Solana’s big moment on Wall Street came with the launch of Bitwise’s Solana Staking ETF ($BSOL), and the numbers from its first week are more than solid.
The ETF officially started trading on October 28, marking the first U.S.-listed fund with 100% direct exposure to spot Solana (SOL). It’s also the first to integrate on-chain staking rewards, giving investors roughly 7% annual yield while maintaining institutional-grade structure and security.
A Milestone for Solana and Bitwise
According to Bitwise, the BSOL fund stakes 100% of its assets through Bitwise Onchain Solutions, powered by Helius Labs. Tahe company temporarily waived all management fees, further attracting early inflows. Bitwise positioned it as a way to bring “capital markets on-chain,” highlighting Solana’s scalability, low fees, and active ecosystem.
Bitwise CEO Hunter Horsley has repeatedly described Solana as “a key platform for enabling capital markets to come on-chain,” a phrase he used around the October 2025 launch of the Bitwise Solana Staking ETF (BSOL) to highlight Solana’s growing role in institutional adoption.
~$30,000,000 of inflows into $BSOL yesterday. Solana purchased.
— Hunter Horsley (@HHorsley) November 7, 2025
Inflows every day for the last 8 days since its launch. Over $500,000,000 in total.
It’s clear investors want Solana exposure.
With $BSOL, we’ve aimed to construct a high quality way for investors to get… https://t.co/3C7UHyFtjG
Solana ETF Inflows Tell the Story
One week later, the market’s response is clear. Horsley shared that $BSOL saw over $30 million in inflows in a single day, with investors buying actual SOL tokens to back the fund’s exposure. Even more impressively, inflows have continued for eight consecutive days, now surpassing $500 million in total since launch.
That makes BSOL one of the strongest-performing crypto ETFs in terms of early adoption, and a powerful signal that institutional interest in Solana is rising fast.
The ETF’s performance reflects more than just investor curiosity. It’s part of a broader trend of mainstream capital entering the Solana ecosystem, following strong on-chain activity, rising developer counts, and an expanding DeFi sector.

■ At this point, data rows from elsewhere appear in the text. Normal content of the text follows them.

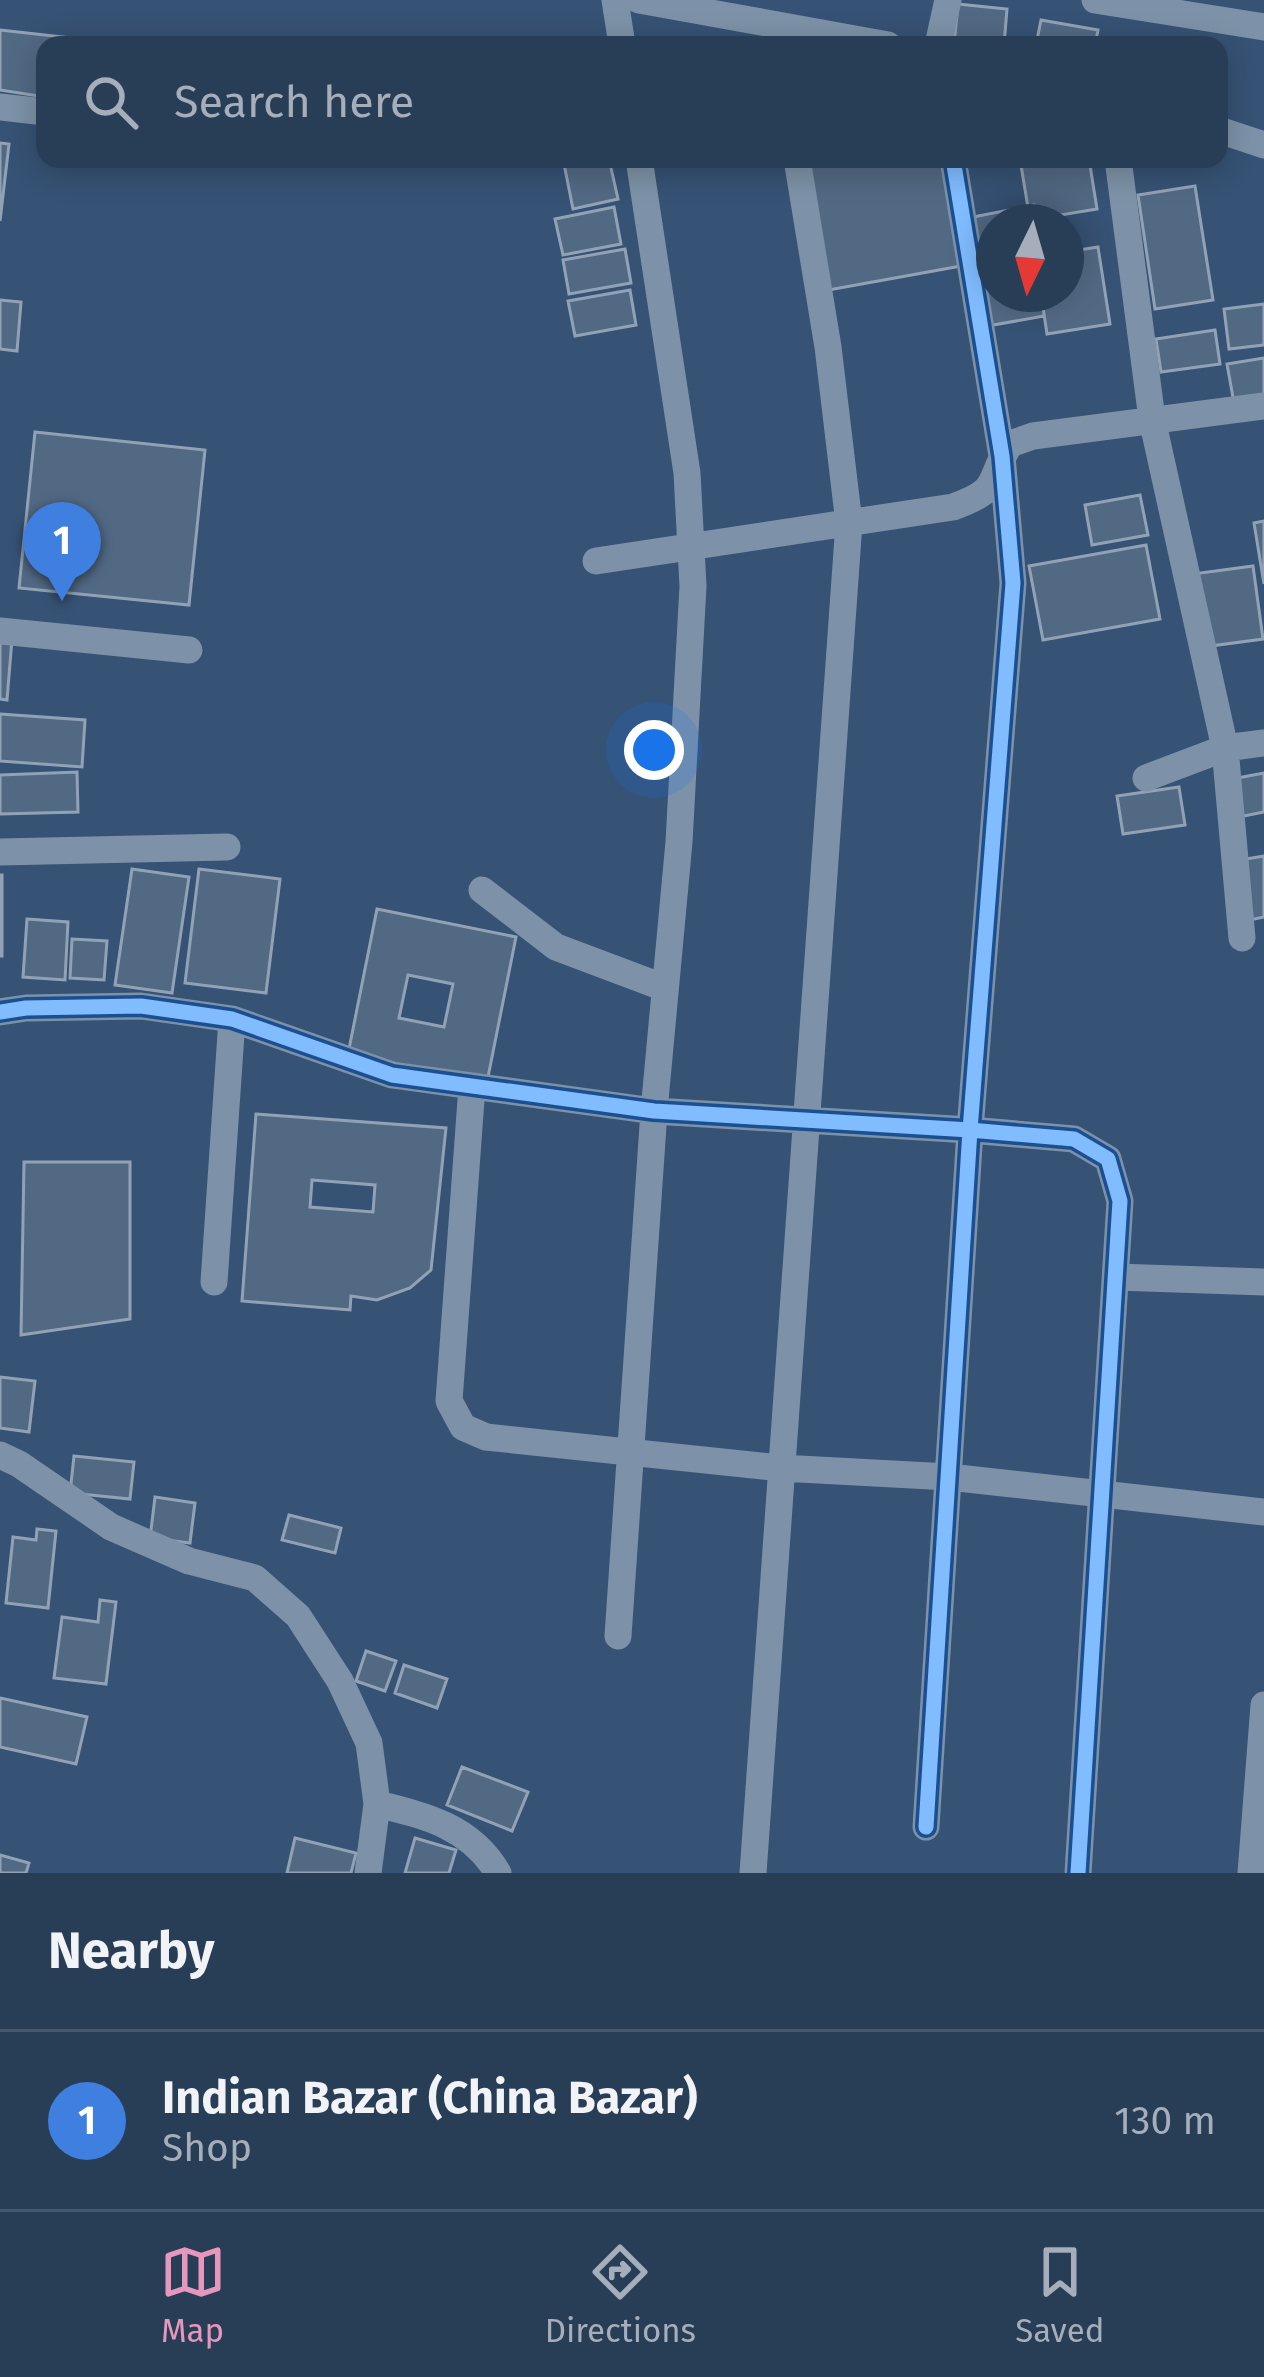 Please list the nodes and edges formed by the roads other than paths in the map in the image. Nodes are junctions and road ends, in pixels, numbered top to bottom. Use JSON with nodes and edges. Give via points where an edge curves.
{"nodes":[{"id":1,"x":615,"y":0,"type":"edge"},
{"id":2,"x":639,"y":0,"type":"edge"},
{"id":3,"x":948,"y":0,"type":"edge"},
{"id":4,"x":1096,"y":0,"type":"edge"},
{"id":5,"x":1264,"y":27,"type":"edge"},
{"id":6,"x":776,"y":33,"type":"edge"},
{"id":7,"x":621,"y":36,"type":"edge"},
{"id":8,"x":940,"y":36,"type":"edge"},
{"id":9,"x":0,"y":107,"type":"edge"},
{"id":10,"x":36,"y":111,"type":"edge"},
{"id":11,"x":1228,"y":133,"type":"edge"},
{"id":12,"x":1264,"y":145,"type":"edge"},
{"id":13,"x":640,"y":168,"type":"edge"},
{"id":14,"x":798,"y":168,"type":"edge"},
{"id":15,"x":954,"y":168,"type":"edge"},
{"id":16,"x":1119,"y":168,"type":"edge"},
{"id":17,"x":1264,"y":406,"type":"edge"},
{"id":18,"x":1152,"y":419,"type":"junction"},
{"id":19,"x":1002,"y":456,"type":"junction"},
{"id":20,"x":849,"y":523,"type":"junction"},
{"id":21,"x":694,"y":544,"type":"junction"},
{"id":22,"x":596,"y":561,"type":"dead end"},
{"id":23,"x":0,"y":631,"type":"edge"},
{"id":24,"x":189,"y":650,"type":"dead end"},
{"id":25,"x":1264,"y":743,"type":"edge"},
{"id":26,"x":1225,"y":748,"type":"junction"},
{"id":27,"x":1146,"y":778,"type":"dead end"},
{"id":28,"x":227,"y":847,"type":"dead end"},
{"id":29,"x":0,"y":852,"type":"edge"},
{"id":30,"x":482,"y":890,"type":"dead end"},
{"id":31,"x":1242,"y":938,"type":"dead end"},
{"id":32,"x":665,"y":988,"type":"junction"},
{"id":33,"x":0,"y":1012,"type":"edge"},
{"id":34,"x":232,"y":1019,"type":"junction"},
{"id":35,"x":472,"y":1086,"type":"junction"},
{"id":36,"x":654,"y":1111,"type":"junction"},
{"id":37,"x":807,"y":1119,"type":"junction"},
{"id":38,"x":970,"y":1130,"type":"junction"},
{"id":39,"x":1116,"y":1277,"type":"junction"},
{"id":40,"x":214,"y":1282,"type":"dead end"},
{"id":41,"x":1264,"y":1282,"type":"edge"},
{"id":42,"x":0,"y":1455,"type":"edge"},
{"id":43,"x":632,"y":1455,"type":"junction"},
{"id":44,"x":781,"y":1468,"type":"junction"},
{"id":45,"x":949,"y":1477,"type":"junction"},
{"id":46,"x":1103,"y":1492,"type":"junction"},
{"id":47,"x":1264,"y":1511,"type":"edge"},
{"id":48,"x":618,"y":1636,"type":"dead end"},
{"id":49,"x":1264,"y":1705,"type":"edge"},
{"id":50,"x":377,"y":1804,"type":"junction"},
{"id":51,"x":926,"y":1827,"type":"dead end"},
{"id":52,"x":368,"y":1873,"type":"edge"},
{"id":53,"x":498,"y":1873,"type":"edge"},
{"id":54,"x":753,"y":1873,"type":"edge"},
{"id":55,"x":1078,"y":1873,"type":"edge"},
{"id":56,"x":1251,"y":1873,"type":"edge"}],
"edges":[{"from":1,"to":7,"type":"street"},
{"from":2,"to":6,"type":"street"},
{"from":3,"to":8,"type":"street"},
{"from":4,"to":5,"type":"street"},
{"from":9,"to":10,"type":"street"},
{"from":11,"to":12,"type":"street"},
{"from":13,"to":21,"type":"street"},
{"from":14,"to":20,"type":"street"},
{"from":15,"to":19,"type":"street"},
{"from":16,"to":18,"type":"street"},
{"from":17,"to":18,"type":"street"},
{"from":18,"to":19,"type":"street","via":[[1033,436]]},
{"from":18,"to":26,"type":"street"},
{"from":19,"to":20,"type":"street","via":[[980,497]]},
{"from":19,"to":38,"type":"street","via":[[1013,583]]},
{"from":20,"to":21,"type":"street"},
{"from":20,"to":37,"type":"street"},
{"from":21,"to":22,"type":"street"},
{"from":21,"to":32,"type":"street"},
{"from":23,"to":24,"type":"street"},
{"from":25,"to":26,"type":"street"},
{"from":26,"to":27,"type":"street"},
{"from":26,"to":31,"type":"street"},
{"from":28,"to":29,"type":"street"},
{"from":30,"to":32,"type":"street","via":[[556,947]]},
{"from":32,"to":36,"type":"street"},
{"from":33,"to":34,"type":"street","via":[[140,1006]]},
{"from":34,"to":35,"type":"street","via":[[392,1075]]},
{"from":34,"to":40,"type":"street"},
{"from":35,"to":36,"type":"street"},
{"from":35,"to":43,"type":"street","via":[[449,1401],[463,1427],[486,1437]]},
{"from":36,"to":37,"type":"street"},
{"from":36,"to":43,"type":"street"},
{"from":37,"to":38,"type":"street"},
{"from":37,"to":44,"type":"street"},
{"from":38,"to":39,"type":"street","via":[[1074,1139],[1108,1159],[1120,1201]]},
{"from":38,"to":45,"type":"street"},
{"from":39,"to":41,"type":"street"},
{"from":39,"to":46,"type":"street"},
{"from":42,"to":50,"type":"street","via":[[111,1527],[189,1562],[255,1578],[298,1616],[369,1743]]},
{"from":43,"to":44,"type":"street"},
{"from":43,"to":48,"type":"street"},
{"from":44,"to":45,"type":"street"},
{"from":44,"to":54,"type":"street"},
{"from":45,"to":46,"type":"street"},
{"from":45,"to":51,"type":"street"},
{"from":46,"to":47,"type":"street"},
{"from":46,"to":55,"type":"street"},
{"from":49,"to":56,"type":"street"},
{"from":50,"to":52,"type":"street"},
{"from":50,"to":53,"type":"street","via":[[441,1820]]}]}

By combining staking yield with regulated market access, BSOL gives traditional investors a way to hold SOL without managing private keys or staking manually, and that could unlock a wave of new institutional participation.
In just one week, Bitwise’s BSOL ETF attracted half a billion dollars in inflows, staking rewards of around 7%, and non-stop investor demand. With zero fees (for now) and a fully staked structure, it’s proving that Solana isn’t just a high-speed blockchain — it’s becoming a serious player in global finance.